A candidata a deputada federal Patrícia Borges entrou na Justiça Eleitoral para questionar uma filiação ao Partido Liberal (PL) que apareceu em seu registro eleitoral. Segundo a alegação apresentada no processo, ela havia escolhido o Avante para disputar as eleições de 2026.
O caso ganhou atenção porque apresenta semelhanças com a situação envolvendo o senador Flávio Bolsonaro, que também contestou uma filiação partidária registrada em seu nome.
FILIAÇÃO SUSPEITA
De acordo com a ação apresentada por Patrícia Borges, ela se filiou ao Avante em 30 de março de 2026, com o objetivo de disputar uma vaga na Câmara dos Deputados.
No entanto, em 27 de maio, o sistema eleitoral passou a registrar novamente a candidata como filiada ao PL, partido pelo qual ela já havia disputado as eleições de 2022.
Patrícia também passou pelo União Brasil em 2024 quando se candidatou a vereadora.
JUSTIÇA ATUA
Até o momento, não há decisão reconhecendo que a filiação ao PL tenha ocorrido de forma irregular.
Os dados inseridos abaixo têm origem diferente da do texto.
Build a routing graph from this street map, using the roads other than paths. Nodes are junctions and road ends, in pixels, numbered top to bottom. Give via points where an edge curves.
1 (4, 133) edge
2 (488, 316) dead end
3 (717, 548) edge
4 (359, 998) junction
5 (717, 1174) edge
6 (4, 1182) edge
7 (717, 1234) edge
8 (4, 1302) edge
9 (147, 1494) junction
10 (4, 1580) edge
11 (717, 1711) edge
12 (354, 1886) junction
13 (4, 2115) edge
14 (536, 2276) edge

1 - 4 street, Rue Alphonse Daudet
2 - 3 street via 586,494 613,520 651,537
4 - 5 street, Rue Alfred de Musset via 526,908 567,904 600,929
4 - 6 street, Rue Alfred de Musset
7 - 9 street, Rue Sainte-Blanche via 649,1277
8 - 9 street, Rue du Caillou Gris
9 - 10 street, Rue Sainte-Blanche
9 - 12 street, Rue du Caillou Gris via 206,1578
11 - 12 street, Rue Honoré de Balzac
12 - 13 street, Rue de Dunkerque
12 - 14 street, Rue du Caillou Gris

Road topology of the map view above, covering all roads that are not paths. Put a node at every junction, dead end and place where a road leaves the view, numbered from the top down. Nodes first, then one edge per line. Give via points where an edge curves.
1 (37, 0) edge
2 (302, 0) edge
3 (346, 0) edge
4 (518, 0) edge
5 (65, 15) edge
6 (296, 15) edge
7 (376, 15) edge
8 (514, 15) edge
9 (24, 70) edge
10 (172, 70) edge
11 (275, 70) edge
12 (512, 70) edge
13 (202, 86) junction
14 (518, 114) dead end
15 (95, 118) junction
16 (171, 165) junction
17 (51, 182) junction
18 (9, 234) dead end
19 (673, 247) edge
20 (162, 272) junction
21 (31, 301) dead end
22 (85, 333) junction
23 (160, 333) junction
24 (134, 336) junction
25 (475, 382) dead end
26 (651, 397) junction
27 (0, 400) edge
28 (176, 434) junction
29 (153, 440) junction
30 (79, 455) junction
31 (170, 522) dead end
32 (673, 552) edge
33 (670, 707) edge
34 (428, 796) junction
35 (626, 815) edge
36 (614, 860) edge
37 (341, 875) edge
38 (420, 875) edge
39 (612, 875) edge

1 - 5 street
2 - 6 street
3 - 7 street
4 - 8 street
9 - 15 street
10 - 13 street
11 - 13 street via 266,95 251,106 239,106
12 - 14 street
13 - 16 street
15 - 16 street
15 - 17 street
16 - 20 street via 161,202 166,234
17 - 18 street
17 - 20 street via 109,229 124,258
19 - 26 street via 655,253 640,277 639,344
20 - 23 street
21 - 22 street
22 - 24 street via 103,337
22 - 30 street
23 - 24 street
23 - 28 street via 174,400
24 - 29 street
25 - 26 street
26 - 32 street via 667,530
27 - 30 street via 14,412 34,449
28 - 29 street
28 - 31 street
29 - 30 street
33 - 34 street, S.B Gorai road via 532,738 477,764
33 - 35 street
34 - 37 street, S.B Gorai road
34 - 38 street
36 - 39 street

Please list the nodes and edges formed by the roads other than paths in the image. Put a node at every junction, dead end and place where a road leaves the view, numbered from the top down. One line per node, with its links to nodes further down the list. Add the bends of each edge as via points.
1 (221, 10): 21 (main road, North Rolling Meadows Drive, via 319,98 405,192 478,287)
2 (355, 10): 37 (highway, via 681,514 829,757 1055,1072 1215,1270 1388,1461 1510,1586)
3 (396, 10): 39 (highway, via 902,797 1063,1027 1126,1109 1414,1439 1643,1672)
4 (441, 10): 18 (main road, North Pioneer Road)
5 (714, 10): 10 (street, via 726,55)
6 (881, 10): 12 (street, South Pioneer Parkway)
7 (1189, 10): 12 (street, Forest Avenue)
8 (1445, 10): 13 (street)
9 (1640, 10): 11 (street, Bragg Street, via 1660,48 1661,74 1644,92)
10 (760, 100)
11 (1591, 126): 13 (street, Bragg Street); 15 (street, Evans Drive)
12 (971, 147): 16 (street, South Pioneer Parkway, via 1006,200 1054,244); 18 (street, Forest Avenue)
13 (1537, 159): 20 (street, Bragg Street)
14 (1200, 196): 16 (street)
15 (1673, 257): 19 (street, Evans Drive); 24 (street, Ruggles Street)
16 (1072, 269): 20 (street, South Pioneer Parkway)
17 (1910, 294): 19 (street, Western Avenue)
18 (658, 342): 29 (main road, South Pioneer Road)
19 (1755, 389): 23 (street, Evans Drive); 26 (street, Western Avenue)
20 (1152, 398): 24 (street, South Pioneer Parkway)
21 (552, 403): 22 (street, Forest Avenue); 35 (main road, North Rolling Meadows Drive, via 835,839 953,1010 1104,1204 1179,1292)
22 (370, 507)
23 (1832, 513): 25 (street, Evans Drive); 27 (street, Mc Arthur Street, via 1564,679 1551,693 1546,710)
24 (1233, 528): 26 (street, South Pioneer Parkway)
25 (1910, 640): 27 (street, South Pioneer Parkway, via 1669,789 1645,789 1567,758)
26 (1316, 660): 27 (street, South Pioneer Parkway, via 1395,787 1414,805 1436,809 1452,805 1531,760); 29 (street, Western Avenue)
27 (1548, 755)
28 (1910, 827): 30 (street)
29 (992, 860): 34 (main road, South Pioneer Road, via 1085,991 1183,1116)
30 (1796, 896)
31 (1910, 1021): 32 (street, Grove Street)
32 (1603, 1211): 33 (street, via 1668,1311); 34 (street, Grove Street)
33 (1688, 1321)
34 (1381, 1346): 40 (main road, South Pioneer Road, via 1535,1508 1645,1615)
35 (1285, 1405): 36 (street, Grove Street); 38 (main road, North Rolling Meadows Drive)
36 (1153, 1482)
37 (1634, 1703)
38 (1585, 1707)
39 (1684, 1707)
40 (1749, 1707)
A Justiça determinou apenas que o partido apresente documentos que comprovem a filiação.
A juíza eleitoral Laís Helena de Carvalho solicitou que o Partido Liberal apresente a ficha assinada pela candidata ou algum registro digital que demonstre a manifestação de vontade para entrar na legenda.
SEMELHANÇA COM FLÁVIO
A situação chamou atenção pela proximidade com o episódio envolvendo o senador Flávio Bolsonaro, que também passou a contestar uma filiação partidária registrada em seu nome.